Earlier this year I had a question from a former member of the military asking how to translate military experience into a civilian resume. In honor of Veterans Day, I’d like to expand on some of the advice I gave that correspondent. Here are a few of the most important considerations if you are a veteran looking for a civilian job:
- Know what job/industry you are interested in. The military assigns you where they want you; civilian companies expect you to tell them where you fit.
- Military abbreviations and jargon are hard for civilians to understand. Keep acronyms to a minimum and spell them out first. You also may want to use a non-military equivalent.
- Numbers are as important in civilian life as in military life. Maybe you supported 1,000 troops with your supply chain skills; trained 300 individuals; or kept a 30-vehicle motor pool humming—all those numbers are easy for civilians to grasp.
- When relaying your experience in your civilian resume, concentrate on the common denominators between the military and civilian careers. In both environments, people value individuals who communicate clearly, are able to work with all levels of the organization, have leadership skills, and have demonstrated concern with efficiency, productivity, and cost control.
- Focus on results. Companies are less interested in how you saved $5,000 or organized the transfer of 400 troops than in the fact that you did it. Even if military procedures have no equivalent in civilian life, the results definitely resonate.

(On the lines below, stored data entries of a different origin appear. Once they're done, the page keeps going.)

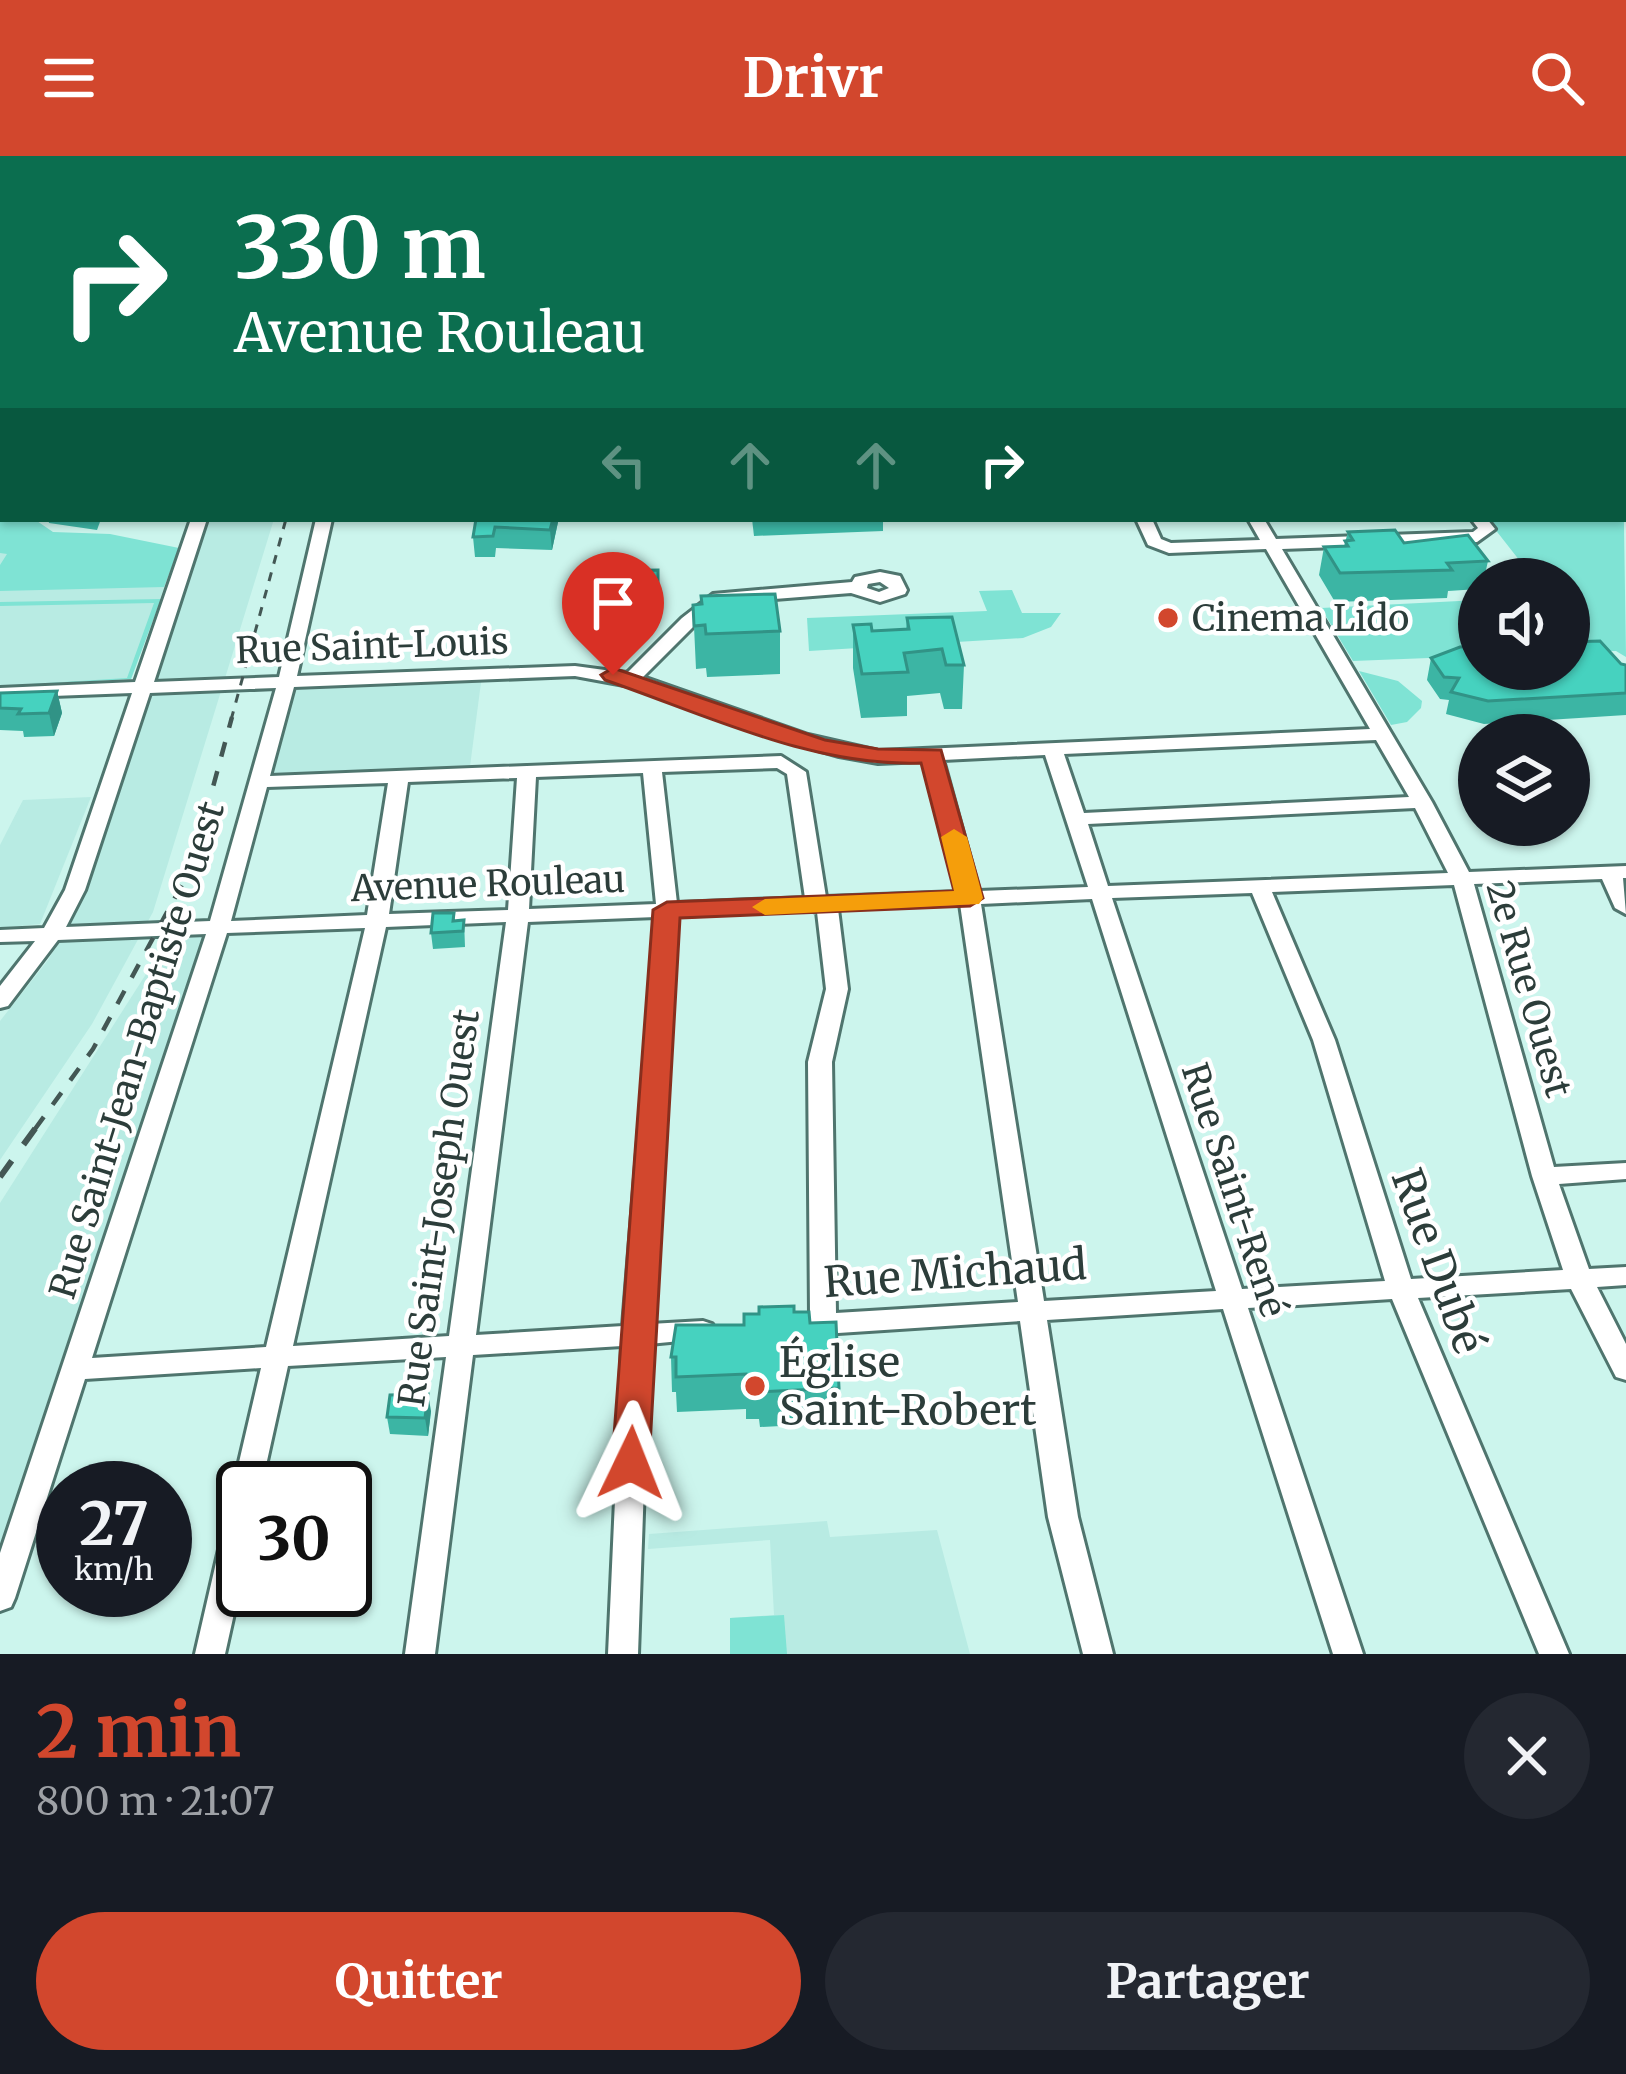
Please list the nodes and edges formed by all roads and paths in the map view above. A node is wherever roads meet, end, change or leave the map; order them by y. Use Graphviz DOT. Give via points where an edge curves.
graph roads {
  1 [pos="199,522"];
  2 [pos="322,522"];
  3 [pos="1146,522"];
  4 [pos="1258,522"];
  5 [pos="1373,522"];
  6 [pos="1483,526"];
  7 [pos="1387,541"];
  8 [pos="1271,544"];
  9 [pos="857,587"];
  10 [pos="631,679"];
  11 [pos="287,681"];
  12 [pos="143,688"];
  13 [pos="0,693"];
  14 [pos="1382,734"];
  15 [pos="1053,749"];
  16 [pos="932,755"];
  17 [pos="652,767"];
  18 [pos="527,772"];
  19 [pos="399,777"];
  20 [pos="258,782"];
  21 [pos="1422,802"];
  22 [pos="1076,819"];
  23 [pos="1618,873"];
  24 [pos="1463,881"];
  25 [pos="1261,890"];
  26 [pos="1101,896"];
  27 [pos="970,898"];
  28 [pos="822,905"];
  29 [pos="1626,908"];
  30 [pos="667,910"];
  31 [pos="518,916"];
  32 [pos="376,921"];
  33 [pos="219,926"];
  34 [pos="52,933"];
  35 [pos="0,936"];
  36 [pos="0,1001"];
  37 [pos="1626,1171"];
  38 [pos="1544,1176"];
  39 [pos="1626,1276"];
  40 [pos="1579,1278"];
  41 [pos="1402,1289"];
  42 [pos="1231,1298"];
  43 [pos="1030,1310"];
  44 [pos="823,1324"];
  45 [pos="776,1326"];
  46 [pos="729,1329"];
  47 [pos="636,1334"];
  48 [pos="458,1348"];
  49 [pos="275,1359"];
  50 [pos="74,1369"];
  51 [pos="1626,1370"];
  52 [pos="253,1461"];
  53 [pos="0,1598"];
  54 [pos="218,1617"];
  55 [pos="210,1654"];
  56 [pos="420,1654"];
  57 [pos="623,1654"];
  58 [pos="1098,1654"];
  59 [pos="1348,1654"];
  60 [pos="1554,1654"];
  1 -- 12 [label="street"];
  2 -- 11 [label="street, Rue Saint-Jean-Baptiste Ouest"];
  3 -- 8 [label="street" via="1160,545"];
  4 -- 8 [label="street, 2e Rue Ouest"];
  5 -- 7 [label="street"];
  6 -- 7 [label="street"];
  7 -- 8 [label="street"];
  8 -- 14 [label="street, 2e Rue Ouest"];
  9 -- 10 [label="street" via="719,598"];
  10 -- 11 [label="street, Rue Saint-Louis" via="574,671"];
  10 -- 16 [label="street, Rue Saint-Louis" via="820,746 878,757"];
  11 -- 12 [label="street, Rue Saint-Louis"];
  11 -- 20 [label="street, Rue Saint-Jean-Baptiste Ouest"];
  12 -- 13 [label="street, Rue Saint-Louis"];
  12 -- 34 [label="street" via="75,890"];
  14 -- 15 [label="street, Rue Saint-Louis"];
  14 -- 21 [label="street, 2e Rue Ouest"];
  15 -- 16 [label="street, Rue Saint-Louis"];
  15 -- 22 [label="street, Rue Saint-René"];
  16 -- 27 [label="street"];
  17 -- 18 [label="street"];
  17 -- 28 [label="street" via="781,762 796,772"];
  17 -- 30 [label="street"];
  18 -- 19 [label="street"];
  18 -- 31 [label="street, Rue Saint-Joseph Ouest"];
  19 -- 20 [label="street"];
  19 -- 32 [label="street"];
  20 -- 33 [label="street, Rue Saint-Jean-Baptiste Ouest"];
  21 -- 22 [label="street"];
  21 -- 24 [label="street, 2e Rue Ouest"];
  22 -- 26 [label="street, Rue Saint-René"];
  23 -- 24 [label="street, Avenue Rouleau"];
  23 -- 29 [label="street"];
  24 -- 25 [label="street, Avenue Rouleau"];
  24 -- 38 [label="street, 2e Rue Ouest"];
  25 -- 26 [label="street, Avenue Rouleau"];
  25 -- 41 [label="street, Rue Dubé" via="1324,1040"];
  26 -- 27 [label="street, Avenue Rouleau"];
  26 -- 42 [label="street, Rue Saint-René"];
  27 -- 28 [label="street, Avenue Rouleau"];
  27 -- 43 [label="street"];
  28 -- 30 [label="street, Avenue Rouleau"];
  28 -- 44 [label="street" via="837,989 820,1062"];
  30 -- 31 [label="street, Avenue Rouleau"];
  30 -- 47 [label="street"];
  31 -- 32 [label="street, Avenue Rouleau"];
  31 -- 48 [label="street, Rue Saint-Joseph Ouest"];
  32 -- 33 [label="street, Avenue Rouleau"];
  32 -- 49 [label="street"];
  33 -- 34 [label="street, Avenue Rouleau"];
  33 -- 50 [label="street, Rue Saint-Jean-Baptiste Ouest"];
  34 -- 35 [label="street, Avenue Rouleau"];
  34 -- 36 [label="street"];
  37 -- 38 [label="street"];
  38 -- 40 [label="street, 2e Rue Ouest"];
  39 -- 40 [label="street, Rue Michaud"];
  40 -- 41 [label="street, Rue Michaud"];
  40 -- 51 [label="street, 2e Rue Ouest"];
  41 -- 42 [label="street, Rue Michaud"];
  41 -- 60 [label="street, Rue Dubé"];
  42 -- 43 [label="street, Rue Michaud"];
  42 -- 59 [label="street, Rue Saint-René"];
  43 -- 44 [label="street, Rue Michaud"];
  43 -- 58 [label="street" via="1063,1517"];
  44 -- 45 [label="street, Rue Michaud"];
  46 -- 47 [label="street"];
  47 -- 48 [label="street"];
  47 -- 57 [label="street"];
  48 -- 49 [label="street"];
  48 -- 56 [label="street, Rue Saint-Joseph Ouest"];
  49 -- 50 [label="street"];
  49 -- 52 [label="street"];
  50 -- 53 [label="street, Rue Saint-Jean-Baptiste Ouest"];
  54 -- 55 [label="street"];
}
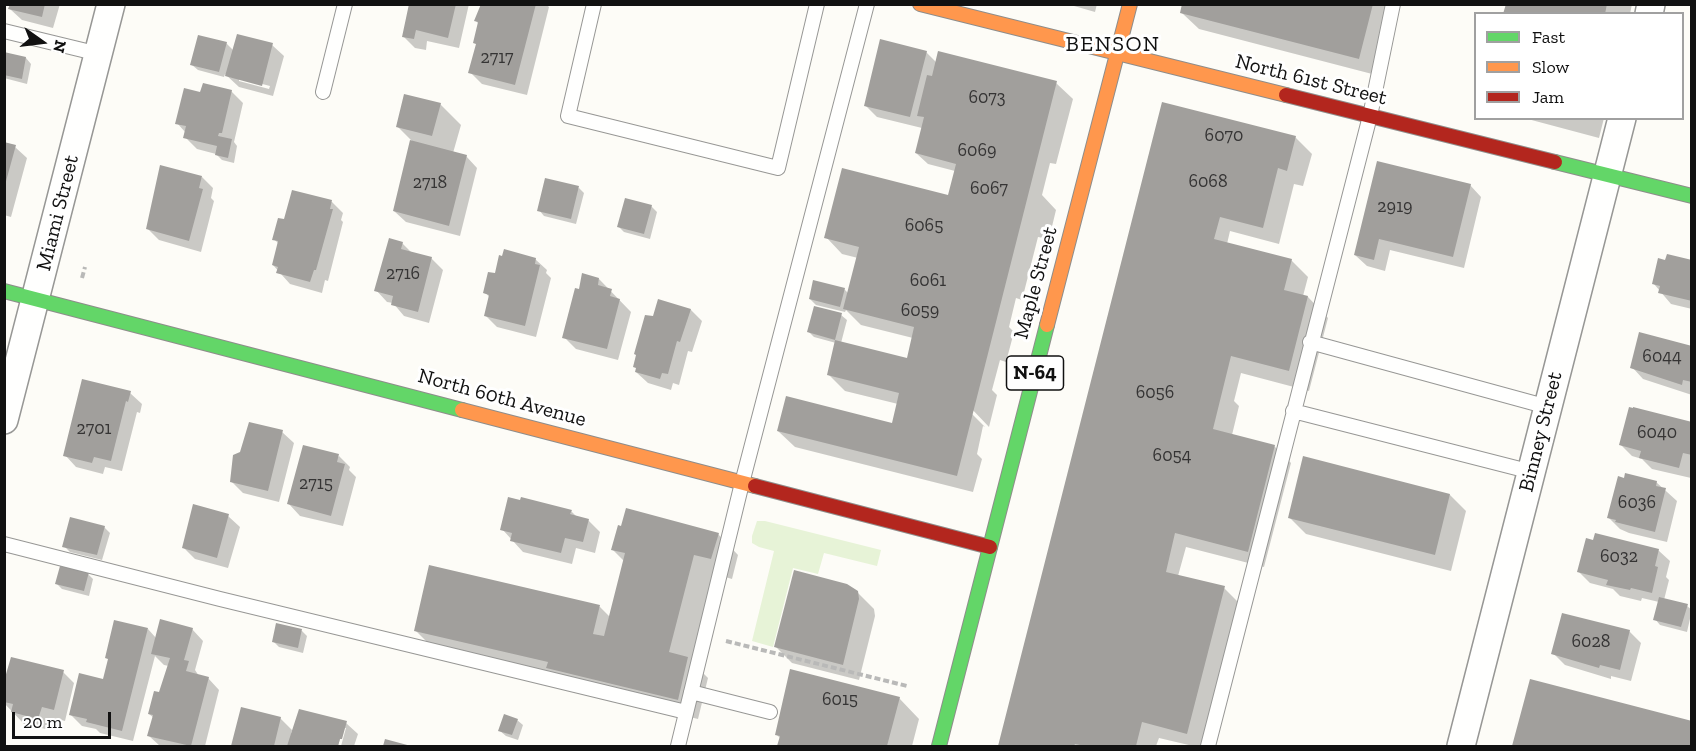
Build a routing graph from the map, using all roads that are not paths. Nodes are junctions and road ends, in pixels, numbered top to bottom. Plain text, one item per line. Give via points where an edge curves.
1 (111, 4) edge
2 (345, 4) edge
3 (594, 4) edge
4 (817, 4) edge
5 (867, 4) edge
6 (920, 4) edge
7 (1130, 4) edge
8 (1393, 4) edge
9 (4, 31) edge
10 (1117, 53) junction
11 (99, 54) junction
12 (323, 92) dead end
13 (1370, 116) junction
14 (1621, 120) edge
15 (1607, 175) junction
16 (1692, 196) edge
17 (4, 291) edge
18 (36, 298) junction
19 (1310, 342) junction
20 (1548, 407) junction
21 (1293, 411) junction
22 (4, 420) edge
23 (1532, 472) junction
24 (742, 483) junction
25 (4, 543) edge
26 (990, 547) junction
27 (691, 692) junction
28 (686, 712) junction
29 (770, 712) dead end
30 (678, 747) edge
31 (939, 747) edge
32 (1208, 747) edge
33 (1461, 747) edge

1 - 11 street, Miami Street
2 - 12 lane
3 - 4 lane via 568,116 778,168
5 - 24 lane
6 - 10 street, North 61st Street
7 - 10 street, Maple Street / N-64
8 - 13 lane
9 - 11 lane
10 - 13 street, North 61st Street
10 - 26 street, Maple Street / N-64
11 - 18 street, Miami Street
13 - 15 street, North 61st Street
13 - 19 lane
14 - 15 street, Binney Street
15 - 16 street, North 61st Street
15 - 20 street, Binney Street
17 - 18 street, North 60th Avenue
18 - 22 street, Miami Street
18 - 24 street, North 60th Avenue
19 - 20 lane
19 - 21 lane
20 - 23 street, Binney Street
21 - 23 lane
21 - 32 lane
23 - 33 street, Binney Street
24 - 26 street, North 60th Avenue
24 - 27 lane
25 - 28 lane via 220,600
26 - 31 street, Maple Street / N-64
27 - 28 lane
27 - 29 lane
28 - 30 lane

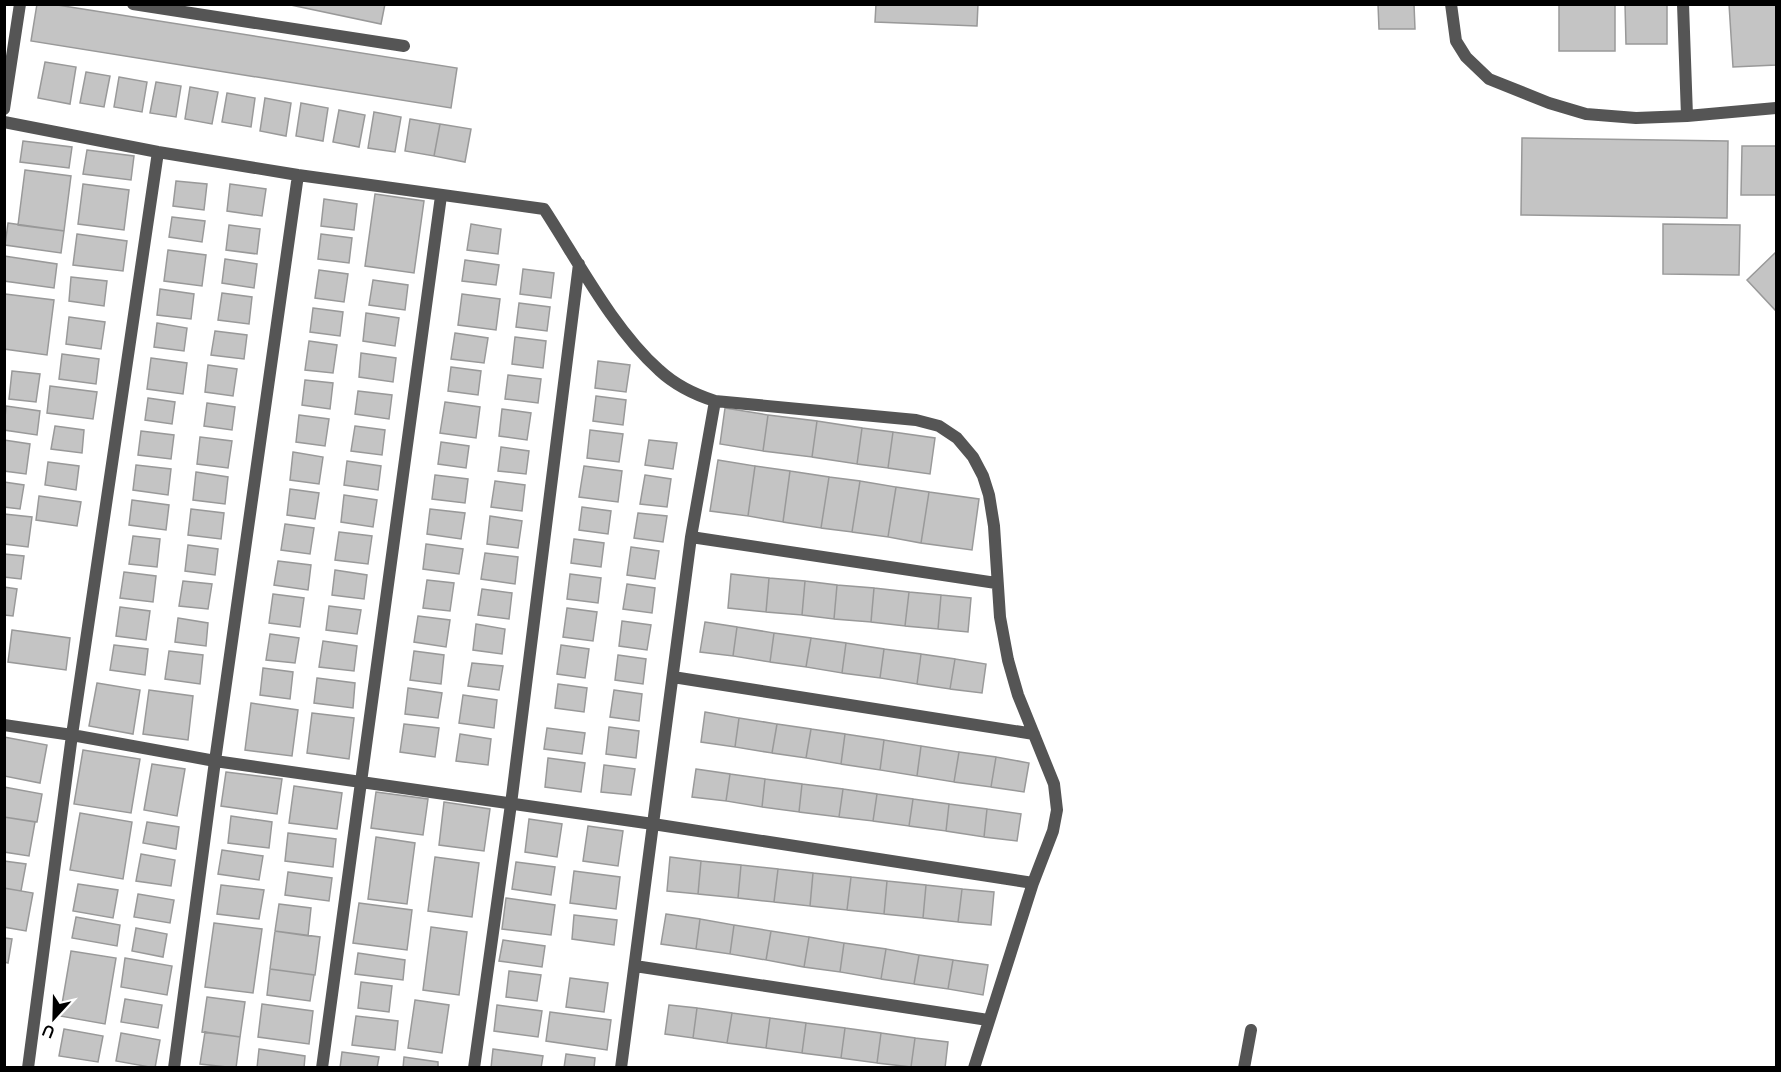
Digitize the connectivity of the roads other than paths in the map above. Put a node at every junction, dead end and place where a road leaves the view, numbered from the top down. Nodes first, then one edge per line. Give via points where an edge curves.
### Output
1 (20, 4) edge
2 (133, 4) edge
3 (1451, 4) edge
4 (1683, 4) edge
5 (404, 46) dead end
6 (8, 60) edge
7 (1776, 108) edge
8 (4, 109) edge
9 (1687, 116) junction
10 (4, 122) edge
11 (158, 152) junction
12 (298, 175) junction
13 (441, 196) junction
14 (579, 264) junction
15 (715, 401) junction
16 (691, 537) junction
17 (996, 584) junction
18 (673, 677) junction
19 (4, 725) edge
20 (1034, 734) junction
21 (72, 735) junction
22 (215, 761) junction
23 (361, 781) junction
24 (511, 804) junction
25 (654, 824) junction
26 (1033, 884) junction
27 (635, 966) junction
28 (988, 1020) junction
29 (1251, 1030) dead end
30 (28, 1068) edge
31 (174, 1068) edge
32 (322, 1068) edge
33 (474, 1068) edge
34 (621, 1068) edge
35 (974, 1068) edge
36 (1244, 1068) edge

1 - 6 street
2 - 5 street
3 - 9 street via 1456,41 1489,79 1586,114 1636,118
4 - 9 street
6 - 8 street
7 - 9 street
10 - 11 street
11 - 12 street
11 - 21 street
12 - 13 street
12 - 22 street
13 - 14 street via 544,209
13 - 23 street
14 - 15 street via 644,356 688,390
14 - 24 street
15 - 16 street
15 - 17 street via 889,417 939,426 973,456 983,476 994,526
16 - 17 street
16 - 18 street
17 - 20 street via 1008,660
18 - 20 street
18 - 25 street
19 - 21 street
20 - 26 street via 1054,784 1057,810
21 - 22 street
21 - 30 street
22 - 23 street
22 - 31 street
23 - 24 street
23 - 32 street
24 - 25 street
24 - 33 street
25 - 26 street
25 - 27 street
26 - 28 street
27 - 28 street
27 - 34 street
28 - 35 street
29 - 36 street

- Focus on the numbers, experiences, and results that are most in line with the position you are applying for. Your resume does not have to include everything you accomplished during your military career, only those accomplishments that relate to the job you want.
- Person-to-person networking is just as important as filling out forms online. Make sure of local veteran resources and also attend the Chamber of Commerce and other business groups to get a handle on what businesses are looking for and to sharpen your networking skills.
- In many cases, your security clearance, overseas experience, ability to work with diverse or remote teams, and quickness of advancement will generate interest in civilian employers. Make sure you mention any awards or special recognition you received.